Work order: Among the records below, which lines contain the string "Rhin"? Report them.

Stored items
*** Begin section ***

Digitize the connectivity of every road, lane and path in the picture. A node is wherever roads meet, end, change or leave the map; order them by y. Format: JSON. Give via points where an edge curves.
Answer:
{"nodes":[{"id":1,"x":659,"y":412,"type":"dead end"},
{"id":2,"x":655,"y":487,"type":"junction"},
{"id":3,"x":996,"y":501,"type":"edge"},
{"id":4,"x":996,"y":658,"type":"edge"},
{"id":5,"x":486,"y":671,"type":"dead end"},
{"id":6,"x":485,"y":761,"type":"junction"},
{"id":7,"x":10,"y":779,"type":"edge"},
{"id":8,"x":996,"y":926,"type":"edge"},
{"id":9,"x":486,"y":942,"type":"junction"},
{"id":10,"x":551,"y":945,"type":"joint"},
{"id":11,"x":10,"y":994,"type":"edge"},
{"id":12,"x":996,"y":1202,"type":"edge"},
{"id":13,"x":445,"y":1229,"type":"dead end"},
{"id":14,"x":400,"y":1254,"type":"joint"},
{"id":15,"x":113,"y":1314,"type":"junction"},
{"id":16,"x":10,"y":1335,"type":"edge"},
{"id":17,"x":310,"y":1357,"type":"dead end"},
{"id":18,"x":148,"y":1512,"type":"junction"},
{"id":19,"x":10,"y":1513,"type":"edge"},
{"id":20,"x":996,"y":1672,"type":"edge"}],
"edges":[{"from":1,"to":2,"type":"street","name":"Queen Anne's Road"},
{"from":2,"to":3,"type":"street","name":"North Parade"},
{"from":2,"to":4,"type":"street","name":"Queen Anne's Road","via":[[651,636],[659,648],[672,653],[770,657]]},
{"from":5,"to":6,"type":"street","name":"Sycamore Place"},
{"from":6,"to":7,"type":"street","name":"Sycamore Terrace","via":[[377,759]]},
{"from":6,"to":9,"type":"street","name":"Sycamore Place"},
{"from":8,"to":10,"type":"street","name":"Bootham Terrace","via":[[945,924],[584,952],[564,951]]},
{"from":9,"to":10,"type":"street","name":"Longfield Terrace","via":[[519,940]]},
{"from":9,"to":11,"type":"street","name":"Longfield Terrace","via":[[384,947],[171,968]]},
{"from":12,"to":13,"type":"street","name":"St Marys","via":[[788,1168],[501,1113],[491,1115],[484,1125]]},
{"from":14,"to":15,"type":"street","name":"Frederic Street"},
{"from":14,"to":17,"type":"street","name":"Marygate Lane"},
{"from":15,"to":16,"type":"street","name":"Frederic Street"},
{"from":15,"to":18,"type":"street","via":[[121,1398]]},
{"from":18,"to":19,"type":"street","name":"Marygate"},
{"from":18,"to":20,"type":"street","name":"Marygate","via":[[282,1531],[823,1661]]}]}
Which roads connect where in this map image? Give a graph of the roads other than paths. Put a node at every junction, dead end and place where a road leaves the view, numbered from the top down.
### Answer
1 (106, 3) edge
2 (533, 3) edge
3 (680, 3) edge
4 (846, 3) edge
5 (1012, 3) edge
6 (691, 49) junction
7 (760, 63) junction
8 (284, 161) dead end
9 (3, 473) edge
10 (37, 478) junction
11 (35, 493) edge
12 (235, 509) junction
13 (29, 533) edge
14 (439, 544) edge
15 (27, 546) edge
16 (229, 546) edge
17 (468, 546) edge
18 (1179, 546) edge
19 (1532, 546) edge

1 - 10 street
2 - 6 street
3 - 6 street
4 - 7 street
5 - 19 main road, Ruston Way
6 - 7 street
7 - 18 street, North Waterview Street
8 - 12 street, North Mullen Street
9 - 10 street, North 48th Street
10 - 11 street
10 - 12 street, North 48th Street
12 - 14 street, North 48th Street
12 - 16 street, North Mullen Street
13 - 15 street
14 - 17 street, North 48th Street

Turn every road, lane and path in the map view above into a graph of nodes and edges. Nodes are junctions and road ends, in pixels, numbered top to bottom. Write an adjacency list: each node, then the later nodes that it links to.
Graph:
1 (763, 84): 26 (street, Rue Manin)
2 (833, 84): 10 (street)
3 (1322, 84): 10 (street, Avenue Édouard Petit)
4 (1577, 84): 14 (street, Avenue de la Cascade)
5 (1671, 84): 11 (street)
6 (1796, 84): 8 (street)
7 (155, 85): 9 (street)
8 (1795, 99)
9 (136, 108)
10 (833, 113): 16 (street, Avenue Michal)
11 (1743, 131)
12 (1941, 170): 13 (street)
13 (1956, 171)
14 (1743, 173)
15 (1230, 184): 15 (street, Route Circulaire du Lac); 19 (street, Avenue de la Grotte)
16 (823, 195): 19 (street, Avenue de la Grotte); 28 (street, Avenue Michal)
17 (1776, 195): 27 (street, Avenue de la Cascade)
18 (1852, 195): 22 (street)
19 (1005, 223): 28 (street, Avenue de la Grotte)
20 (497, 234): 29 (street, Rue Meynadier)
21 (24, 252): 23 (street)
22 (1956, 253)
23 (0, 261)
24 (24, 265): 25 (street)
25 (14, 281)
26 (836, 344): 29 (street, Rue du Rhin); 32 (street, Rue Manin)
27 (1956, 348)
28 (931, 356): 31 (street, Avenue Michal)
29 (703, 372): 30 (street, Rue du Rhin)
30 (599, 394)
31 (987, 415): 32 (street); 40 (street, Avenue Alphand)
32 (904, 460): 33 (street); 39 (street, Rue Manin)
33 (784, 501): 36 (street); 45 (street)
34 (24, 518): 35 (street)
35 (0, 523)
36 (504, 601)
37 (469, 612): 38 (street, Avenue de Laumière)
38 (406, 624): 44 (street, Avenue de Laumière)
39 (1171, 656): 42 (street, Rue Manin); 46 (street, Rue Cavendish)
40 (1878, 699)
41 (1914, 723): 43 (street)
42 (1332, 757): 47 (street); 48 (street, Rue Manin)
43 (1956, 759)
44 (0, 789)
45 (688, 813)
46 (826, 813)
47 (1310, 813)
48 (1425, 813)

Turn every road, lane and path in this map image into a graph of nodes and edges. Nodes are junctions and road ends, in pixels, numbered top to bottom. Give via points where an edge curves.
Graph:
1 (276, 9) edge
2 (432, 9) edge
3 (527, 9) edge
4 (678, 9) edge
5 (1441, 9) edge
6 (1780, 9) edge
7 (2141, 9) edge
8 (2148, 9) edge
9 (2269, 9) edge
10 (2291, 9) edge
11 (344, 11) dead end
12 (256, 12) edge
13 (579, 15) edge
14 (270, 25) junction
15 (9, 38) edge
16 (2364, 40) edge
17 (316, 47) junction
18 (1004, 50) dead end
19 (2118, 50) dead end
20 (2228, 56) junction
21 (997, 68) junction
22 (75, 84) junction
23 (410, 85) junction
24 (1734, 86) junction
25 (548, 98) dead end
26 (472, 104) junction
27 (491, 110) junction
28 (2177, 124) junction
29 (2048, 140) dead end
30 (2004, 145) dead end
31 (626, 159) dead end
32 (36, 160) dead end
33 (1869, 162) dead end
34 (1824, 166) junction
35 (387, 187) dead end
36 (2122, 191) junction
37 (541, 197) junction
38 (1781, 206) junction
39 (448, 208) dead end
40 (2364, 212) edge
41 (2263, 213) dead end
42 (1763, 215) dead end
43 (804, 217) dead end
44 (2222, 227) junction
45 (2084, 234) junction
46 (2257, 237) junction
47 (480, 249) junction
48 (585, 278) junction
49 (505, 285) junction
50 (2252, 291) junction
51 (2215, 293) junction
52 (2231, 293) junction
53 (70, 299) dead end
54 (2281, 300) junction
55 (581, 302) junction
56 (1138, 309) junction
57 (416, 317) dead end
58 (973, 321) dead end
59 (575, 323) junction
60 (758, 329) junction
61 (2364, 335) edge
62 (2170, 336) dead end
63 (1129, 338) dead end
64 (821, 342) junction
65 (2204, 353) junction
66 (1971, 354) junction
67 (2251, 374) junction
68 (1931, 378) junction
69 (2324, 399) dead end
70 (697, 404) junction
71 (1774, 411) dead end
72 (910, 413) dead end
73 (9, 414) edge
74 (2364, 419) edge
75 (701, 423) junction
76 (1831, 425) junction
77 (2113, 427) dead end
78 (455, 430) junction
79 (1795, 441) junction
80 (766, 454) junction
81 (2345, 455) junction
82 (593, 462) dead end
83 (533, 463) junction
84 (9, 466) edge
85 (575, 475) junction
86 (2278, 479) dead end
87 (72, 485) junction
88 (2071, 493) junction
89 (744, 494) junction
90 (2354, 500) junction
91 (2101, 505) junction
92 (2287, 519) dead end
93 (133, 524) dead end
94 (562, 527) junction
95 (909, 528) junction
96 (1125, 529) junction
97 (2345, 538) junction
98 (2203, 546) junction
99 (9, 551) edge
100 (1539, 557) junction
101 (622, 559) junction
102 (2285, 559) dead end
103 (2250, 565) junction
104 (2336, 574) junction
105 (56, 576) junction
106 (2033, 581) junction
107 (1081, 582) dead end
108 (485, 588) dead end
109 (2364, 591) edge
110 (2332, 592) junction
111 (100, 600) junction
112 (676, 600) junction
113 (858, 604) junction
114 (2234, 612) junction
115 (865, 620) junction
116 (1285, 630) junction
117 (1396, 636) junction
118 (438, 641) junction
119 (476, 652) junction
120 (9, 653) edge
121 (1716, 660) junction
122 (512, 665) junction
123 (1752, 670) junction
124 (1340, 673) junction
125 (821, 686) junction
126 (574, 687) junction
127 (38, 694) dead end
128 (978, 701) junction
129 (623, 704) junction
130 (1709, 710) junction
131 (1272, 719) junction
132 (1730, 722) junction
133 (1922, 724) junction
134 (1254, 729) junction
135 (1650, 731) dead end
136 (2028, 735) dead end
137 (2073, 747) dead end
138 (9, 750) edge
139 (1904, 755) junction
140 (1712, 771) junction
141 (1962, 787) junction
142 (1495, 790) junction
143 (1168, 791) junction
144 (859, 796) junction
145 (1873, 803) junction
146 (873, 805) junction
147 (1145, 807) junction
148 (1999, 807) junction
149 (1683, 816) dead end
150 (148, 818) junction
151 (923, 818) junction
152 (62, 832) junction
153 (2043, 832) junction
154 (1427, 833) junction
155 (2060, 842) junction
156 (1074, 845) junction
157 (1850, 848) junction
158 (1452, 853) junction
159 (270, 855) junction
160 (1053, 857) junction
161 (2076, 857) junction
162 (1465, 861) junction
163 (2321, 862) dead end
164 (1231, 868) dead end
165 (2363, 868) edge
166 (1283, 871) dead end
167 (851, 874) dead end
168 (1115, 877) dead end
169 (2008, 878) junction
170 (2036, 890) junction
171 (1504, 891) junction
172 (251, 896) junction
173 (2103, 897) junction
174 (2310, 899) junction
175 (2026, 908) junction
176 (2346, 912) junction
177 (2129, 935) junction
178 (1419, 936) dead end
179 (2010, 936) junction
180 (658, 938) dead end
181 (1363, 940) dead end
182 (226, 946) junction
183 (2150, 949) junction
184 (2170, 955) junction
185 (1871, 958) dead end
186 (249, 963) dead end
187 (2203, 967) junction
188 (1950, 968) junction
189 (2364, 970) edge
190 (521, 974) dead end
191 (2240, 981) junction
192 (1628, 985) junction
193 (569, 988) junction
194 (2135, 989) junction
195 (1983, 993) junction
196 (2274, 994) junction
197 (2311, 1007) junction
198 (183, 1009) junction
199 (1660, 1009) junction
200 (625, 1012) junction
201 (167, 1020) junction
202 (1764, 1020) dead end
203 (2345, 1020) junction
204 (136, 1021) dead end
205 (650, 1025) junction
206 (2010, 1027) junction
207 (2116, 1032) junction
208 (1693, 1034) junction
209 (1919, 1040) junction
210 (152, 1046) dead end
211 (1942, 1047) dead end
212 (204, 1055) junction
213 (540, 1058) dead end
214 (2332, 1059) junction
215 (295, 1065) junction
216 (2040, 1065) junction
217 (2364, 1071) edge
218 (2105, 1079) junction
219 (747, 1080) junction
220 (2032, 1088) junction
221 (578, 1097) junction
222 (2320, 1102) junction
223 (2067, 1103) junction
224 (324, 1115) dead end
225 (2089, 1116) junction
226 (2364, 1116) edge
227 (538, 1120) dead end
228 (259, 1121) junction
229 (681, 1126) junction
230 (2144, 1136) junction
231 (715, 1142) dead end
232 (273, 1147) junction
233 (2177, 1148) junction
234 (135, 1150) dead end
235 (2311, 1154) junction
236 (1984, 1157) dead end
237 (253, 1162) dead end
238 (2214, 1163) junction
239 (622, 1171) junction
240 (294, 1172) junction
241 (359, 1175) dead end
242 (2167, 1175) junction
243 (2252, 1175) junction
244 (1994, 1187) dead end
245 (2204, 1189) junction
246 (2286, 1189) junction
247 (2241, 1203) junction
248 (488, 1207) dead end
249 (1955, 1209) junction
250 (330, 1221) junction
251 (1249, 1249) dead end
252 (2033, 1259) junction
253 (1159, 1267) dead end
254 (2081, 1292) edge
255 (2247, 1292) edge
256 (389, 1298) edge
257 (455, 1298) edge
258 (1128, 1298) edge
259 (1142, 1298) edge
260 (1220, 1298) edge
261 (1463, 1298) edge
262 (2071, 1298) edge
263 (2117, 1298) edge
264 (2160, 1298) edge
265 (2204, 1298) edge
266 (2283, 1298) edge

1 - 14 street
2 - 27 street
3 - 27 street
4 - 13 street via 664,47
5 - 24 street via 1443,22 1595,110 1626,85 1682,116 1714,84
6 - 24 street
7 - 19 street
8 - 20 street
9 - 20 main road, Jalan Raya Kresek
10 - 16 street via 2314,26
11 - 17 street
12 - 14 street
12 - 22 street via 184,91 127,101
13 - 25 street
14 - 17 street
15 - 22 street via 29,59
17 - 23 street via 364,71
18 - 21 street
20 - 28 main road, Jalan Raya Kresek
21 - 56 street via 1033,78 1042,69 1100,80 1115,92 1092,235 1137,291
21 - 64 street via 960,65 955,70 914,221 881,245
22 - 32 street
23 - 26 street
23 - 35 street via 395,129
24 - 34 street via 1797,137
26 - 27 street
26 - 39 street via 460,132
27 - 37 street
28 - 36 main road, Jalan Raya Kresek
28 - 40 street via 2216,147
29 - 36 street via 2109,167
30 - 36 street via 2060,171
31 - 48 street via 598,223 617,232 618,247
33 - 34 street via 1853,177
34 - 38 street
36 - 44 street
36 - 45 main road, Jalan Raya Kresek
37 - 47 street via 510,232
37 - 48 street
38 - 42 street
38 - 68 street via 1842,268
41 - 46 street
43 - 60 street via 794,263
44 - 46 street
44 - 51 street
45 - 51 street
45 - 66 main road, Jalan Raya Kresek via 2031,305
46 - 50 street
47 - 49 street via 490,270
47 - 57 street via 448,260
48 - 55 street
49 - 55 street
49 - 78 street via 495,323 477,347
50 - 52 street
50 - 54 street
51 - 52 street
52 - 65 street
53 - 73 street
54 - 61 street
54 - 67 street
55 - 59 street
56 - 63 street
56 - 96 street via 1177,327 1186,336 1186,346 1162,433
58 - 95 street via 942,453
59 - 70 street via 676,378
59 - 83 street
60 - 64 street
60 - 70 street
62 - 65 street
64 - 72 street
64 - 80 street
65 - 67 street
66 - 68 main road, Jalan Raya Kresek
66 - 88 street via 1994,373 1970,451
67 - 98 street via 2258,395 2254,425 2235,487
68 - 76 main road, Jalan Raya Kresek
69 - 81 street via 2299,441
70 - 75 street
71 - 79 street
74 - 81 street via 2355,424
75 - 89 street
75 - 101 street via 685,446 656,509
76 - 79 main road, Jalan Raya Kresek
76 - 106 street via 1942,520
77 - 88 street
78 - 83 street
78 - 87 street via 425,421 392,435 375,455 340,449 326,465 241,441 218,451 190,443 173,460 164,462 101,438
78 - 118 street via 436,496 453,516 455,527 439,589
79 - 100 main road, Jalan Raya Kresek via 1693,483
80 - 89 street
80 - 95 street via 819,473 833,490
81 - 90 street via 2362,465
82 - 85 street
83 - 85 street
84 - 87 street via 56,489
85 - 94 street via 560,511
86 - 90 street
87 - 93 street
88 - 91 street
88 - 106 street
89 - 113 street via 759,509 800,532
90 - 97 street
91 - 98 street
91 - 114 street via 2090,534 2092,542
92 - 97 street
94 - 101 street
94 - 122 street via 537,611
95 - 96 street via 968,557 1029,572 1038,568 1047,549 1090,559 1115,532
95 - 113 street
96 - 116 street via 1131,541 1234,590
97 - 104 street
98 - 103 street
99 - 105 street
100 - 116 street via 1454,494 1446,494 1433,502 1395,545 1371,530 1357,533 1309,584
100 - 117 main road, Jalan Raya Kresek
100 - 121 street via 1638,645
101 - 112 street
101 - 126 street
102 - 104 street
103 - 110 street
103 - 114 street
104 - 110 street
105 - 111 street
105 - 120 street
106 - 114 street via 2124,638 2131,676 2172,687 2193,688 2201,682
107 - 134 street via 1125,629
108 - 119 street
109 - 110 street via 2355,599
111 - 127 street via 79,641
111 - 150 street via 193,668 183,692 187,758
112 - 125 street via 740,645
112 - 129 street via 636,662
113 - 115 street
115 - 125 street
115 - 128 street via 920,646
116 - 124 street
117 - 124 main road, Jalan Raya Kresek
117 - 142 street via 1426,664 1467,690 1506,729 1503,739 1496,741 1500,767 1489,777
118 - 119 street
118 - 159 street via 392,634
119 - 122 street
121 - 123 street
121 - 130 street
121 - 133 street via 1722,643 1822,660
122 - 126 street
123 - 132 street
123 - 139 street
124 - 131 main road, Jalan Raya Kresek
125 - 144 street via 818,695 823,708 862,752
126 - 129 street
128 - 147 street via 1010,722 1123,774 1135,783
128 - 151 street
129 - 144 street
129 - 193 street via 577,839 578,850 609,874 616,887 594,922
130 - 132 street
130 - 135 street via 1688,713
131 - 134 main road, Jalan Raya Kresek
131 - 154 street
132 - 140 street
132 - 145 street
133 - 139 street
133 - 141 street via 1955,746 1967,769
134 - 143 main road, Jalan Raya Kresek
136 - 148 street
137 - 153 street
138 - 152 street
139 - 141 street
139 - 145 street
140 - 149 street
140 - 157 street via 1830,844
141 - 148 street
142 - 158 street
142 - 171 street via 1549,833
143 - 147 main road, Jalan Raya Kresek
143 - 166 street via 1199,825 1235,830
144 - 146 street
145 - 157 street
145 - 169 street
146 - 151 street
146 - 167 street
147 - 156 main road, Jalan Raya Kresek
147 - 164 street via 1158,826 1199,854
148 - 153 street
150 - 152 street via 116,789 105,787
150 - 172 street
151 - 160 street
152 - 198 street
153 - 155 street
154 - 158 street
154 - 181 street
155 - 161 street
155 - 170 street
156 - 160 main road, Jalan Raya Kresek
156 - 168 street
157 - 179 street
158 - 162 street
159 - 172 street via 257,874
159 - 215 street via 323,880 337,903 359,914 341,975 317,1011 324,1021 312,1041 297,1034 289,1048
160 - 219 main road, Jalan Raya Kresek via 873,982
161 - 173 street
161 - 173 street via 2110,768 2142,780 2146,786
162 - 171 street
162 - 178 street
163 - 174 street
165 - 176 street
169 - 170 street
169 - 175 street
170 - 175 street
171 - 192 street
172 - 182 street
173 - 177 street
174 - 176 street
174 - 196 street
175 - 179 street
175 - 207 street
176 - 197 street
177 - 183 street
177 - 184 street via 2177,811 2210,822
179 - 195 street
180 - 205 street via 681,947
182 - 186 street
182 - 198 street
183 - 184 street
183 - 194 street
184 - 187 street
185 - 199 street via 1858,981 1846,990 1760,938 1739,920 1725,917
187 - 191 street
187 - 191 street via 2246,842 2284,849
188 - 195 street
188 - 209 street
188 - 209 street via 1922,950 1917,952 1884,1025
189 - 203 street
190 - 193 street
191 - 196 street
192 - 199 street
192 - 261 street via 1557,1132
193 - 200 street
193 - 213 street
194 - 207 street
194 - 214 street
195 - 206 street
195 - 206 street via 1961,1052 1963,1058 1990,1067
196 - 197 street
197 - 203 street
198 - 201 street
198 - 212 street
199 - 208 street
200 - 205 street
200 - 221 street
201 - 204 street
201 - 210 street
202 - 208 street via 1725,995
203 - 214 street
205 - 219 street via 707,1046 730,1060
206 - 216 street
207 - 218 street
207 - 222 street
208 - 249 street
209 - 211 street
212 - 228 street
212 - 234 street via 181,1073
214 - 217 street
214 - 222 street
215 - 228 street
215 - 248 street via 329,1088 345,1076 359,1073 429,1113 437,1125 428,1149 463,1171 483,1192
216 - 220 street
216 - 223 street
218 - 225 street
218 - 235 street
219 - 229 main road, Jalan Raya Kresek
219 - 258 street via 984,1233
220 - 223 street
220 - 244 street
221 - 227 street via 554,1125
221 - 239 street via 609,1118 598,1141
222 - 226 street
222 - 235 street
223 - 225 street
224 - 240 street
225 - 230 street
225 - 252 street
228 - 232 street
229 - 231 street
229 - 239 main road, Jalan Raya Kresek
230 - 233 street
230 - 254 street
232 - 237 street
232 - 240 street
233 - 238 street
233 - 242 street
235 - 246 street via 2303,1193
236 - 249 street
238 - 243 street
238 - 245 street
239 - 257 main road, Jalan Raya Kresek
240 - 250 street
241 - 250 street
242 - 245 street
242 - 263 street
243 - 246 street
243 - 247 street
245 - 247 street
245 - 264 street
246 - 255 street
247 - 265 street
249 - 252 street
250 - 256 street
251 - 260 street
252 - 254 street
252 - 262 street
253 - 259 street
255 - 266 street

*** End section ***

Output of the exercise:
26 (836, 344): 29 (street, Rue du Rhin); 32 (street, Rue Manin)
29 (703, 372): 30 (street, Rue du Rhin)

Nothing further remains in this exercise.